NRPLUS MEMBER ARTICLE {E} ven after Mitt Romney had all but secured the Republican presidential nomination in 2012, he had to deal with a couple of bitter-enders who refused to drop out of the race.
Rick Santorum, whom Romney described in his private journal as “sanctimonious, severe and strange,” wanted to negotiate the terms of his withdrawal. As the Atlantic’s McKay Coppins recounts in his recent biography Romney: A Reckoning, the Romney campaign discussed “what Romney could ‘offer’ him to drop out and make an endorsement” — maybe help him raise money to pay off his campaign debts or consider him for vice president or a cabinet post.
With his leverage almost “evaporated,” Santorum called Romney’s campaign and made one more request: that he be given a prime speaking slot at the Republican National Convention to be held in Tampa. Romney refused. But the next day Santorum was out.
In 2012, winnowing the field was mostly a formality. Santorum and former House speaker Newt Gingrich were going to bow out eventually anyway. But in 2023, distilling the GOP field is absolutely crucial for those opposed to Donald Trump’s once again becoming the nominee.
Trump is still dominating a split field; in the latest RealClearPolitics averages, in the early states of Iowa, New Hampshire, and South Carolina, he is up by at least 30 percentage points on his closest competitor. This is why recent calls for candidates to drop out of the race have become more prevalent (including from yours truly, about a month ago). If Trump continues to face a fractured opposition, he will walk to the nomination without a bead of sweat disturbing his spray tan.
That is why Nikki Haley should start cutting deals to get people out of the race. Despite polling slightly behind Florida governor Ron DeSantis in Iowa (but making up ground quickly), Haley has now pulled ahead of DeSantis in New Hampshire and her native South Carolina. Now second behind Trump for the nomination, she should start flexing her negotiating muscle to make a one-on-one race closer to reality.

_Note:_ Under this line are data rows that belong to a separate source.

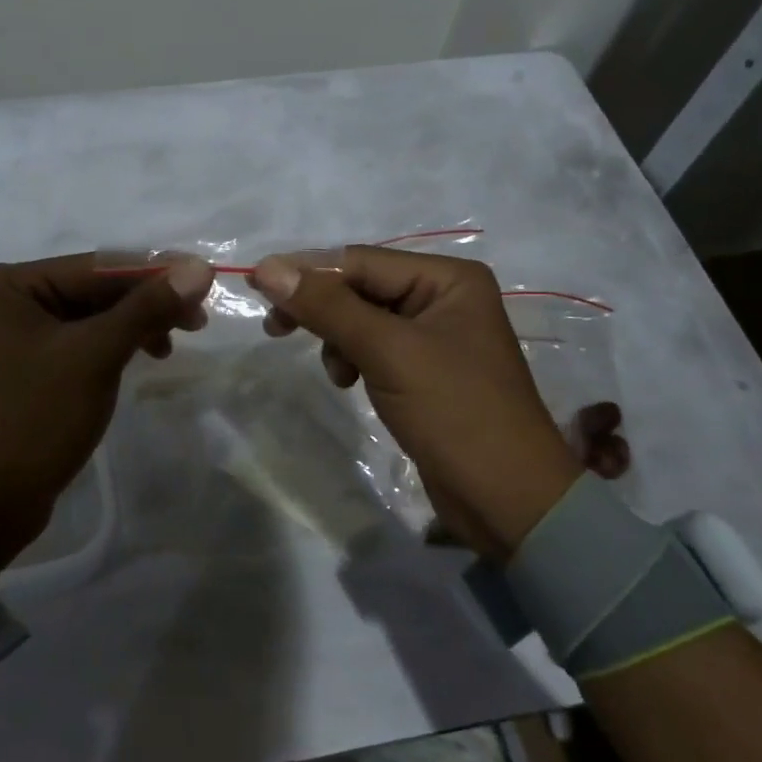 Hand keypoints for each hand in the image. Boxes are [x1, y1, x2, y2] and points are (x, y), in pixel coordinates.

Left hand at [0, 253, 213, 565]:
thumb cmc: (36, 417)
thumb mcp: (95, 356)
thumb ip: (147, 308)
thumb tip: (200, 266)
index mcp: (13, 282)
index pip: (98, 267)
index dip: (156, 272)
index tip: (208, 281)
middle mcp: (14, 297)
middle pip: (97, 289)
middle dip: (148, 303)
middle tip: (198, 321)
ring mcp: (23, 332)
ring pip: (96, 316)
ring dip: (138, 325)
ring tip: (171, 347)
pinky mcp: (36, 364)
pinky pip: (87, 341)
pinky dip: (119, 345)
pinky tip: (146, 355)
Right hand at [249, 247, 580, 553]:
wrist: (506, 499)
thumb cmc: (454, 412)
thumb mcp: (387, 352)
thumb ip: (327, 307)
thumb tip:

Her state-mate, Senator Tim Scott, did the right thing and ended his somnambulant campaign earlier this week. Now Haley needs to begin dangling the plum of “Ambassador Doug Burgum.” “Attorney General Chris Christie” may have an enticing ring to it.

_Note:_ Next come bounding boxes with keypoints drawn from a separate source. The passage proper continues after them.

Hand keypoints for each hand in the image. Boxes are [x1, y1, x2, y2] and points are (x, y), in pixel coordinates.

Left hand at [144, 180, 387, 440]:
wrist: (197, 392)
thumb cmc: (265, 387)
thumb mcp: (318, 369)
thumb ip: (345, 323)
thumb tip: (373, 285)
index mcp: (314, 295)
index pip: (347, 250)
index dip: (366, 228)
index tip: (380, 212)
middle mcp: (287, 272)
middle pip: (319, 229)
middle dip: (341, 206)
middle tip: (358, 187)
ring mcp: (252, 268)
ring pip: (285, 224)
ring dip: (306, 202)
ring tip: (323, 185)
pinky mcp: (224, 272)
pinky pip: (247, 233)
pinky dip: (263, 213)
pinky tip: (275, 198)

Of course, for Haley to muscle DeSantis out of the race is unlikely, given his status as the only other “serious” candidate in the field. But if the Florida governor, who is in danger of being tossed into the bin of history like a Taylor Swift ex-boyfriend, experiences three straight third-place finishes to kick off the primary season, he may soon find himself at the negotiating table.

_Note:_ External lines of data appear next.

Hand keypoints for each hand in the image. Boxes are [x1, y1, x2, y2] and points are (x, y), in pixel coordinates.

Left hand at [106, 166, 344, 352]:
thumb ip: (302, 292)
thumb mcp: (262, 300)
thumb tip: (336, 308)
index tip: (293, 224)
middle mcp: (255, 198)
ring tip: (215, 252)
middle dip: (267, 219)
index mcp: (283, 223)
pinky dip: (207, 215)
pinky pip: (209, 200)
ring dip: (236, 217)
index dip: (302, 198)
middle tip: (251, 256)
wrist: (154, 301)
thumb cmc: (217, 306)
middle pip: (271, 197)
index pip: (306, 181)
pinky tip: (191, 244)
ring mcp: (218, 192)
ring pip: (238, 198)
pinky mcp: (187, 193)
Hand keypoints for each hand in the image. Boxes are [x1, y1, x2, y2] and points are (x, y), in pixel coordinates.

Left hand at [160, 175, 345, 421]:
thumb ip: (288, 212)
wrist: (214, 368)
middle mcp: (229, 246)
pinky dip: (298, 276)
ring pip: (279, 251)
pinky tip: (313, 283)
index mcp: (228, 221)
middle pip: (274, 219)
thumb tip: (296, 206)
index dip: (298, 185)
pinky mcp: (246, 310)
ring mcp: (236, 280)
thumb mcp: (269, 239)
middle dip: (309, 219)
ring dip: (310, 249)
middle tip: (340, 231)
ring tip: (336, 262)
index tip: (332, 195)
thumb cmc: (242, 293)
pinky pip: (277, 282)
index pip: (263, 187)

(It goes without saying that Vivek Ramaswamy, whose policies appear to be influenced heavily by late-night bong rips, would not receive any position within a Haley administration. Typically, when another candidate deems you “scum,” that is a signal that a “team of rivals” situation is not on the horizon.)
It is not as if we don’t have a recent example of a party getting its business in order to thwart an extremist front-runner. In the span of six days in March 2020, Amy Klobuchar, Elizabeth Warren, and “Mayor Pete” Buttigieg all dropped out of the Democratic primary. These surrenders helped Democrats swing support to Joe Biden and killed the nomination hopes of socialist Bernie Sanders, who almost certainly would have lost to Trump.
According to reports, Buttigieg spent the night before his withdrawal talking to former president Barack Obama, who told the South Bend mayor he had “considerable leverage at the moment and should think about how best to use it.” Perhaps not coincidentally, Buttigieg became Biden’s secretary of transportation, where he has proposed $1 billion in spending to produce “racial equity in roads.”
Nevertheless, the critics of the “everyone needs to get out except Haley or DeSantis” gambit make a valid point: When the field shrinks, there is no guarantee Haley will pick up the departed candidates’ votes. According to a Des Moines Register analysis, Trump, Haley, and DeSantis will effectively split the votes left on the table by Tim Scott’s exit. So a smaller field could actually expand the front-runner’s lead.
But campaigns aren’t simply a game of math. If candidates drop out and Haley picks up most of their votes, it’s not “15 percent plus 5 percent equals 20,” it’s “Oh, crap, Nikki Haley has momentum and looks more like a winner.” This draws more media attention and votes: The more you look like a winner, the more likely people will reward you for doing so.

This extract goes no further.